Provided data:
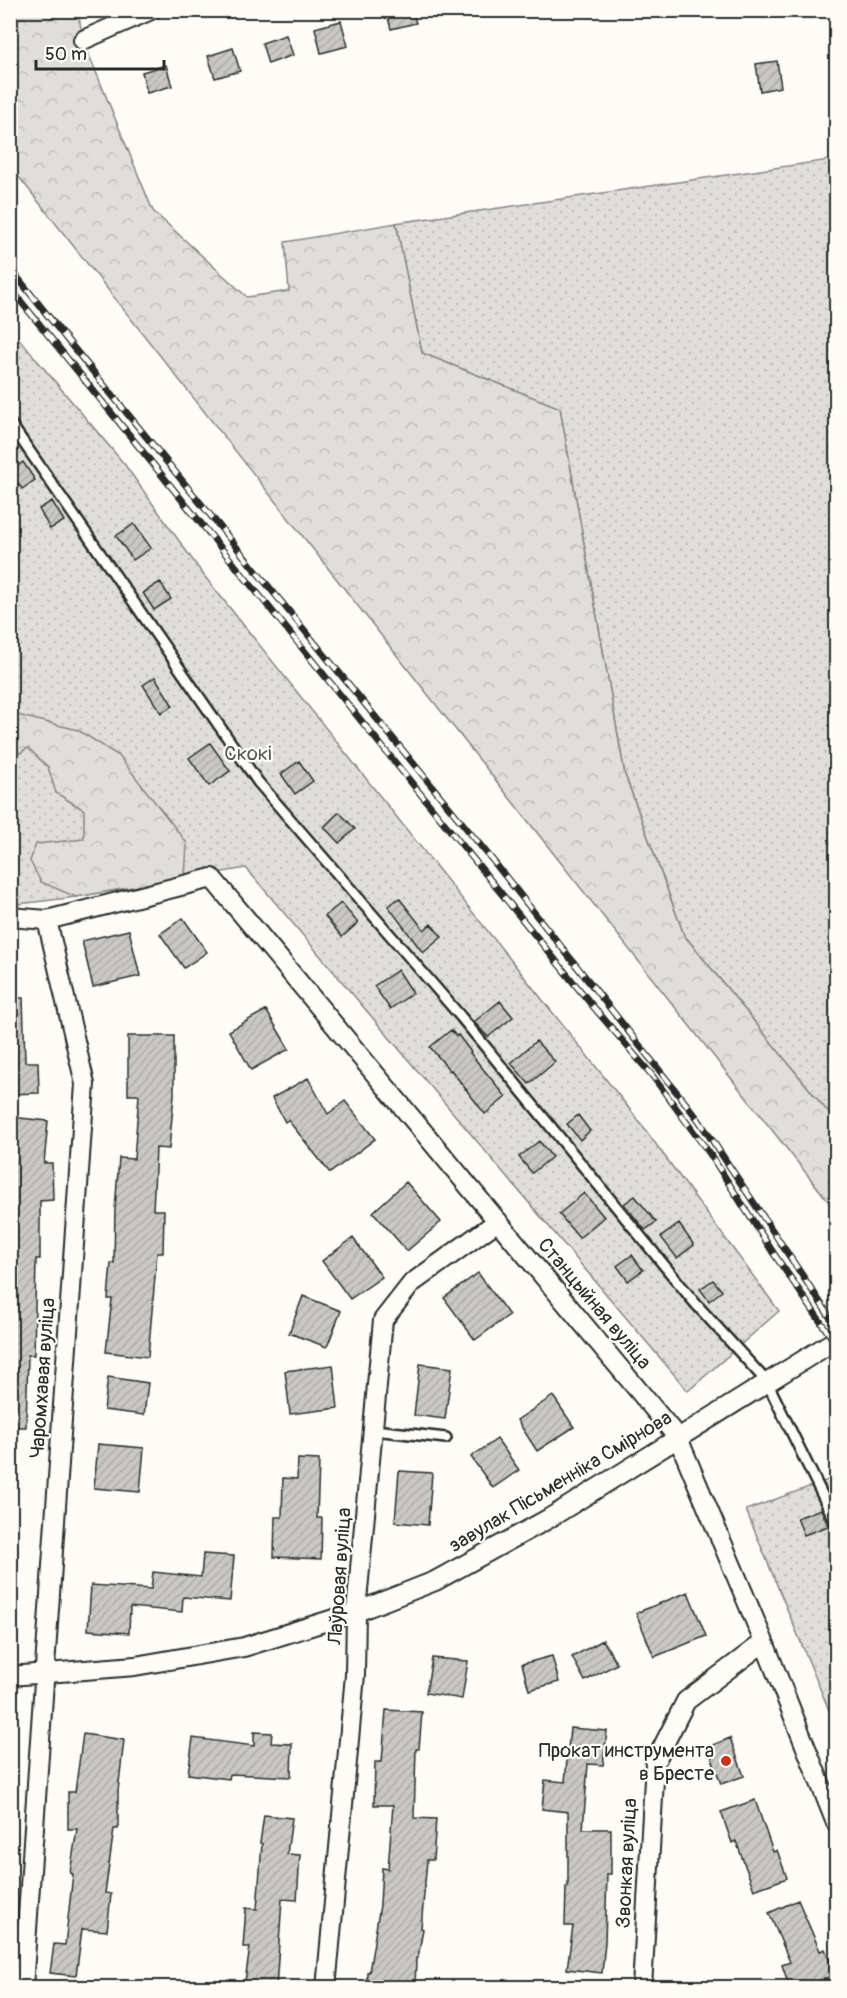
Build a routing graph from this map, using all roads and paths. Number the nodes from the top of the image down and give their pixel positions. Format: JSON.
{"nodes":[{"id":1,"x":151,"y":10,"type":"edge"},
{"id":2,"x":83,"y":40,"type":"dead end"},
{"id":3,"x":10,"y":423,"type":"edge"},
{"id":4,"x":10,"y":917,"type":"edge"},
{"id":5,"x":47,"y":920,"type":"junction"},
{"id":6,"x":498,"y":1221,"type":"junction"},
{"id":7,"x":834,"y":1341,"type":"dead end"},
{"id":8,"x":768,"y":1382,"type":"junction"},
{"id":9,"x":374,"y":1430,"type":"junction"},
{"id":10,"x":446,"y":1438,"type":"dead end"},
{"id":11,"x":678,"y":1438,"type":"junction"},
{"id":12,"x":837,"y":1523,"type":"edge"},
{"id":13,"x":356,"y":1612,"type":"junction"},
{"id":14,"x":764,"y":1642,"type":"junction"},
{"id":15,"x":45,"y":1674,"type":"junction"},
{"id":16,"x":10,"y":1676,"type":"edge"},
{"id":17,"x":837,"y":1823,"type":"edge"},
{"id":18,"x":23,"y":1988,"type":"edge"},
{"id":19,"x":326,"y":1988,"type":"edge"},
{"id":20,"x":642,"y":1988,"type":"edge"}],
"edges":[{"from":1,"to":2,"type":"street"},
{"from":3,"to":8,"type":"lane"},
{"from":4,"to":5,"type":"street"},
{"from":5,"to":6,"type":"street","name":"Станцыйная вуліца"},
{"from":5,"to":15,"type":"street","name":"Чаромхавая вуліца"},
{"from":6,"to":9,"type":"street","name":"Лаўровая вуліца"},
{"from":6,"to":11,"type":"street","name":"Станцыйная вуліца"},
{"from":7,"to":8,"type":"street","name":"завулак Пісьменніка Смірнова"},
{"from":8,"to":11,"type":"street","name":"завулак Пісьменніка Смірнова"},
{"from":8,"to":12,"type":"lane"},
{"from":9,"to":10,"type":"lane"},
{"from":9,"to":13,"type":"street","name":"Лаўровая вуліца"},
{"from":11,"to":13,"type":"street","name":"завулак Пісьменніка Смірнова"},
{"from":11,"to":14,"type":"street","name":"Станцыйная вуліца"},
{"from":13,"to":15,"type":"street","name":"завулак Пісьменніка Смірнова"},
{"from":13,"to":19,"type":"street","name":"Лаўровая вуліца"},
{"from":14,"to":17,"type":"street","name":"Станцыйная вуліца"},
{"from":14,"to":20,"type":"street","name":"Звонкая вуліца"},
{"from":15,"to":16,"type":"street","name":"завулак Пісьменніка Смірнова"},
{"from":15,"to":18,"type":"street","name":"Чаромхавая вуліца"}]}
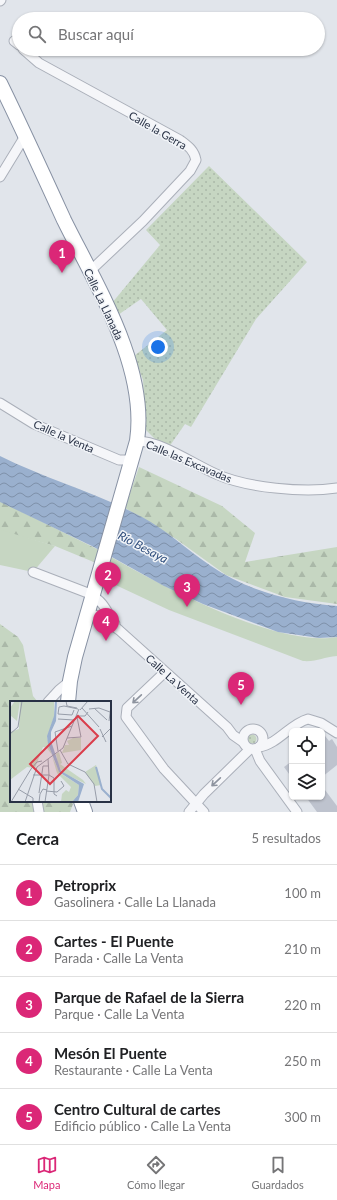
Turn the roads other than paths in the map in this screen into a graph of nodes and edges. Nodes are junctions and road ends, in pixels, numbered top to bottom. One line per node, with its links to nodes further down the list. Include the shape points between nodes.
--
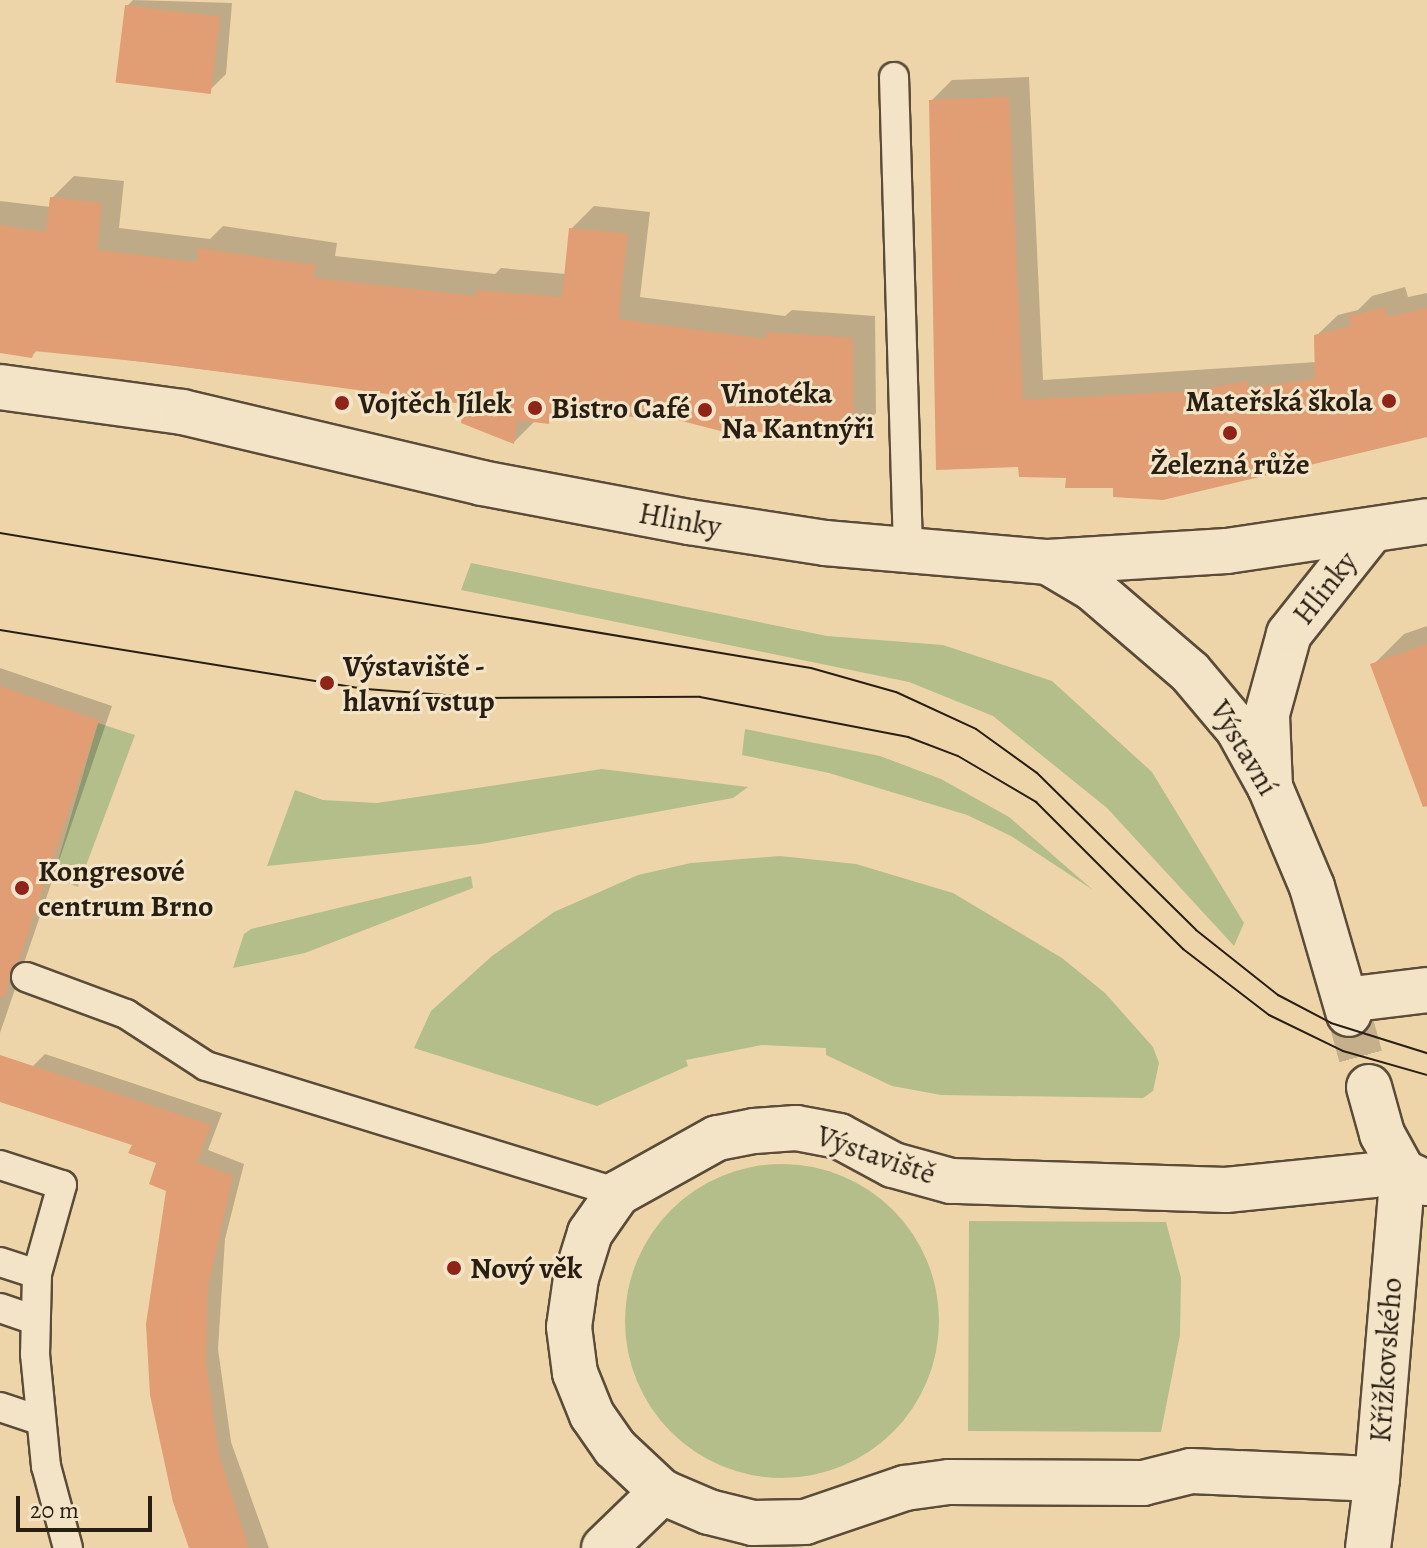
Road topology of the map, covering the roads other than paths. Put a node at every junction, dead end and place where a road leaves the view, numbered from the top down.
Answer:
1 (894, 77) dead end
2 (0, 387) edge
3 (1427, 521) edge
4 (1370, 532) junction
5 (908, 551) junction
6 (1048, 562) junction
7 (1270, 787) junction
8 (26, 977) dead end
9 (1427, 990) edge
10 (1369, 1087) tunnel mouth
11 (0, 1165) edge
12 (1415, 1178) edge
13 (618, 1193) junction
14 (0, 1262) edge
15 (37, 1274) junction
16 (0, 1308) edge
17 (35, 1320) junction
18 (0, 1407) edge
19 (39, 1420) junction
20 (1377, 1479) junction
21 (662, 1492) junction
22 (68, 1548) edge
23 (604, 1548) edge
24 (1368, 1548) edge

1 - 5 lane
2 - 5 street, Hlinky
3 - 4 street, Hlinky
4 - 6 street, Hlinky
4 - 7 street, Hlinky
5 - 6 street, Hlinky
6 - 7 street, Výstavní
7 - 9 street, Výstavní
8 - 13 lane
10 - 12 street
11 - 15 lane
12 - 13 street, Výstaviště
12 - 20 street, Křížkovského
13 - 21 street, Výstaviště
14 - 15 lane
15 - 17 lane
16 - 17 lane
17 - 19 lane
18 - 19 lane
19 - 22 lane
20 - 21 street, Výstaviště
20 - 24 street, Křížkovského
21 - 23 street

What is expected:
In the entries above, count each line holding "other" and report the total and nothing more.

Result:
2